Example of the performance difference between approaches (from the local validation, on one of folds): shared codebert: All notebooks: 0.9113; English notebooks: 0.9164; Non-English notebooks: 0.8652 codebert+mpnet: All notebooks: 0.9088; English notebooks: 0.9117; Non-English notebooks: 0.8825

The multilingual sentence ensembling mpnet model is trained on language pairs and allows to reduce the score gap between English and non-English notebooks but it has the worse combined score (most notebooks are English).

I initially planned to do a different ensemble based on the language, but later I found the impact of ensembling codebert2 and codebert+mpnet models produces a much bigger score jump and decided to use the same large ensemble for all notebooks, regardless of the language.

Ensembling

To increase the ensemble side, I also trained the separate encoder models (using per-cell predictions from the first level transformers). Such encoder only parts of models were much faster to train (single per notebook transformer compared to multiple ber cell transformers, allowed to faster experiment with different architectures) and to predict (L1 per cell model predictions are re-used).

The ensemble - to average 3 outputs between 4 folds and two models, including two versions of L2 encoders. For ensembling I used the simple weighted averaging of model predictions (weighting was not very important, used higher weight for better performing models but the result was almost the same as for unweighted average).
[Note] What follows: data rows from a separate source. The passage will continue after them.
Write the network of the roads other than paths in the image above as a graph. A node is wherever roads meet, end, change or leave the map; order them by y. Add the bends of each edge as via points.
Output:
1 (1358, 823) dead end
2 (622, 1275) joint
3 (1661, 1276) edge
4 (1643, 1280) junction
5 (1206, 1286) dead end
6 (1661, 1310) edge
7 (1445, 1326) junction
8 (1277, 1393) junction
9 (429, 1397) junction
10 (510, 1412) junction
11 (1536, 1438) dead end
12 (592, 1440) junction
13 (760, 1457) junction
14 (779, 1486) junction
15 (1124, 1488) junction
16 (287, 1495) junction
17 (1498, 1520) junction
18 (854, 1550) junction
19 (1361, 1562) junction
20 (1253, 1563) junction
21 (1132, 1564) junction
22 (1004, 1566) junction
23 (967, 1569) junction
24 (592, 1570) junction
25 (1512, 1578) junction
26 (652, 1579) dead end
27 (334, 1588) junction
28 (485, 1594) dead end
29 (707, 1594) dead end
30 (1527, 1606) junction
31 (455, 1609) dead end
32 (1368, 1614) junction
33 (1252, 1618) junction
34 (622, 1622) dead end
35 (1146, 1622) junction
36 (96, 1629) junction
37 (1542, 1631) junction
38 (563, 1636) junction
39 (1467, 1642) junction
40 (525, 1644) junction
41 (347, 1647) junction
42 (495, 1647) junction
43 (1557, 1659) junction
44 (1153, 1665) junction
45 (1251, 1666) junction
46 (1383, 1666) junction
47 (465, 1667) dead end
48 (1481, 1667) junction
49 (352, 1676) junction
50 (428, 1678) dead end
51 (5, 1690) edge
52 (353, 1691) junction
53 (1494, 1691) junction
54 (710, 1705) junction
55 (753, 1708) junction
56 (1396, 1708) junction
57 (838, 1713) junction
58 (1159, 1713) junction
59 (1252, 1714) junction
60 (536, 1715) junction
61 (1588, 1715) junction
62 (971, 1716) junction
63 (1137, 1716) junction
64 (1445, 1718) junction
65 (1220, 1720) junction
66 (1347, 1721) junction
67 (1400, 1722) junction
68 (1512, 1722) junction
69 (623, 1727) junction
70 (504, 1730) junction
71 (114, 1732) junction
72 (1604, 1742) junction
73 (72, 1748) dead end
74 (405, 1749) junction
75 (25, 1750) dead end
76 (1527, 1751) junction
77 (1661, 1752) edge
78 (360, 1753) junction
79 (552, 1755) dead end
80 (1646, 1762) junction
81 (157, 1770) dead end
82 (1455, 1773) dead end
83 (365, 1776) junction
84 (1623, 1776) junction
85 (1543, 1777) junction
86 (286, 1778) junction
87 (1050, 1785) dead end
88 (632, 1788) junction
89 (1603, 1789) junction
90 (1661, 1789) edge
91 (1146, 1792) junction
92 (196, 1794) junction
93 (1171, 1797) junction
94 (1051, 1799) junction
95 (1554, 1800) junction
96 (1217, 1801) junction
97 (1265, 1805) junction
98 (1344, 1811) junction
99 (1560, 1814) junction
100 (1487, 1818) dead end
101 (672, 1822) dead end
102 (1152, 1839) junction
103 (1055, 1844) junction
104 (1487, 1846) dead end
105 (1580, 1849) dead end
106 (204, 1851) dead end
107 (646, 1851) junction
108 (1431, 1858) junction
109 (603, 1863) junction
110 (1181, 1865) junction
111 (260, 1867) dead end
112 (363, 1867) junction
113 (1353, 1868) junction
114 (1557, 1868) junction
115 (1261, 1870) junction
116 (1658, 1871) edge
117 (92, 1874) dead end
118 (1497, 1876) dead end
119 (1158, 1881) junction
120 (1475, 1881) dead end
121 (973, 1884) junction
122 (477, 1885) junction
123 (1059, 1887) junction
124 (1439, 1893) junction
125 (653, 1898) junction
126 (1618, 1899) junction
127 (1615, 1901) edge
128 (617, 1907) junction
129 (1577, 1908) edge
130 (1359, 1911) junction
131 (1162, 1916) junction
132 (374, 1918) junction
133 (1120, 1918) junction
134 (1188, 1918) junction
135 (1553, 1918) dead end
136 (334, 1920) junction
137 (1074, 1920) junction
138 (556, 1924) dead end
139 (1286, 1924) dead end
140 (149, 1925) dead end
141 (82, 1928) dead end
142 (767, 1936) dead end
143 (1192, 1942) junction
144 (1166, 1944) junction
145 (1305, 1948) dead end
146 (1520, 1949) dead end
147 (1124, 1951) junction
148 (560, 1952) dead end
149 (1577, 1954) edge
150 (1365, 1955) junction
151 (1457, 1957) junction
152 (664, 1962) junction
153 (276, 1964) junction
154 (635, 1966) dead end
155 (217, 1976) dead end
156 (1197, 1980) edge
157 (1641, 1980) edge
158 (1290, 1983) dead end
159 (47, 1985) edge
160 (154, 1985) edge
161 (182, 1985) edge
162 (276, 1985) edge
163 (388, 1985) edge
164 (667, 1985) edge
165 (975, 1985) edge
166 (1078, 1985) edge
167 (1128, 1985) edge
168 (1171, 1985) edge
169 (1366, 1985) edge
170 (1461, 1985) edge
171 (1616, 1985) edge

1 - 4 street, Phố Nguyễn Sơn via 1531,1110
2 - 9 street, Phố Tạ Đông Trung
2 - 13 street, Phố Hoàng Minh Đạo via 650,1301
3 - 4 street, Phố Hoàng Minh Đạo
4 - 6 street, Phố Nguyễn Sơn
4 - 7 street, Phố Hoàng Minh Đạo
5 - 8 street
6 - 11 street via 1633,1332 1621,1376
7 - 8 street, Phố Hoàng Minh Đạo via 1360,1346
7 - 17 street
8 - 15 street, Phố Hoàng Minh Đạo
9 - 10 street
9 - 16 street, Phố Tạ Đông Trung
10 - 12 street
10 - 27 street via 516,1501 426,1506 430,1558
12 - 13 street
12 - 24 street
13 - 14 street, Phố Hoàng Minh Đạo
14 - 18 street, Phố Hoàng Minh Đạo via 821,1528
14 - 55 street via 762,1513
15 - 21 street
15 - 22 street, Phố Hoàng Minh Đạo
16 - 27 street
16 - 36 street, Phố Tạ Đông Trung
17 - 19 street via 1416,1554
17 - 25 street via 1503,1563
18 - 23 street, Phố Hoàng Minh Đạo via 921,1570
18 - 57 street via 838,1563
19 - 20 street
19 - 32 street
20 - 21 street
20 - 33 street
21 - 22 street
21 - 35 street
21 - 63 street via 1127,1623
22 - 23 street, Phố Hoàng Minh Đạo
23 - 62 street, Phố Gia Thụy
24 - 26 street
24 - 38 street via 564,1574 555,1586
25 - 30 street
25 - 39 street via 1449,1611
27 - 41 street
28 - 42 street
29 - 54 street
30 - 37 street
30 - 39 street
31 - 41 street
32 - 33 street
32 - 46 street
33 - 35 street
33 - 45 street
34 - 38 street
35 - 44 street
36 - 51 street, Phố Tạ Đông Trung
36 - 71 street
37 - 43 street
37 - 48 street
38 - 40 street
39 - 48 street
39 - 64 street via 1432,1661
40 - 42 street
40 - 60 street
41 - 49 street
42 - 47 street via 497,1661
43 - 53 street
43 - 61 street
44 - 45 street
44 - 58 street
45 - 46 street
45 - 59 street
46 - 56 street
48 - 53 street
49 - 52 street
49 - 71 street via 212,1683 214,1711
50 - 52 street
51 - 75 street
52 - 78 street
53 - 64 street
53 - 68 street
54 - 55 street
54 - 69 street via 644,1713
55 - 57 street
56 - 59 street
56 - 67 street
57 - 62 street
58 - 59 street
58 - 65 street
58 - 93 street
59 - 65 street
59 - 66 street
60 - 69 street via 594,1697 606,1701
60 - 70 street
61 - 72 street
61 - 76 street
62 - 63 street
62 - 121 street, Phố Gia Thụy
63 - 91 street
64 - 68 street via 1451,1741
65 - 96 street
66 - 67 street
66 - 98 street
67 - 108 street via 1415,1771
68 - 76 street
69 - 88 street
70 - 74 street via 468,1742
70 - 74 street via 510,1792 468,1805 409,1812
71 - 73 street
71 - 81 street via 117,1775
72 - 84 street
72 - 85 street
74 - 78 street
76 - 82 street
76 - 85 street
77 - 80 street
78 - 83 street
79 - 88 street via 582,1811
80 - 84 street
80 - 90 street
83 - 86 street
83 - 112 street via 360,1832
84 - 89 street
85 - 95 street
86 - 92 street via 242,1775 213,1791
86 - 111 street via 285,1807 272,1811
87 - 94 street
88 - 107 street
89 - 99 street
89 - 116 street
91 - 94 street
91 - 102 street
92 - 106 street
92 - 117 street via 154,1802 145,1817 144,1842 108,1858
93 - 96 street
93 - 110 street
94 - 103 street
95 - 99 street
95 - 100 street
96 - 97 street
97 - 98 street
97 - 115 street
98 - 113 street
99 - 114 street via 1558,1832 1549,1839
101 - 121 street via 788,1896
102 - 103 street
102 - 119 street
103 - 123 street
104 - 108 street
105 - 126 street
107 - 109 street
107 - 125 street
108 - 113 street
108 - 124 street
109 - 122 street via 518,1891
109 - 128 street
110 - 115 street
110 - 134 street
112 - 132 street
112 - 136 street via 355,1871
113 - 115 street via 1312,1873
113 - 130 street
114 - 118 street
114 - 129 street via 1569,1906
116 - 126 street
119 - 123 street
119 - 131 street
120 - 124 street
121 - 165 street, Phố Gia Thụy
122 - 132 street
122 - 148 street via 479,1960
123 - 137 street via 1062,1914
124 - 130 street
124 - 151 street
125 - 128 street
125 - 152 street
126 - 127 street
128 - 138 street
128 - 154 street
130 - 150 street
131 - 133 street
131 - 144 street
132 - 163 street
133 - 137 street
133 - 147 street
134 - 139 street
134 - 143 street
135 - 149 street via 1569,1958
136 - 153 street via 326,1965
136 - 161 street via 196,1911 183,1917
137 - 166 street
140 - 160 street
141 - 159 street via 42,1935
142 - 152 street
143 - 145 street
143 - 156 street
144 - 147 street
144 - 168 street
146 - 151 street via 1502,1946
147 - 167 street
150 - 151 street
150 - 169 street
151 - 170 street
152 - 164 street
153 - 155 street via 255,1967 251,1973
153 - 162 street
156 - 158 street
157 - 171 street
External data ------------=

Models have been trained on the original dataset. I tried to use the published external set of notebooks with acceptable licenses https://zenodo.org/record/6383115, it seems to improve results. The dataset was mentioned closer to the end of the challenge so I did not have enough time to re-train the full models. I trained the additional encoders using the external dataset notebooks, the result of individual improved, but the improvement of the final ensemble seems to be quite small.

Time permitting, I would re-train models using the external data.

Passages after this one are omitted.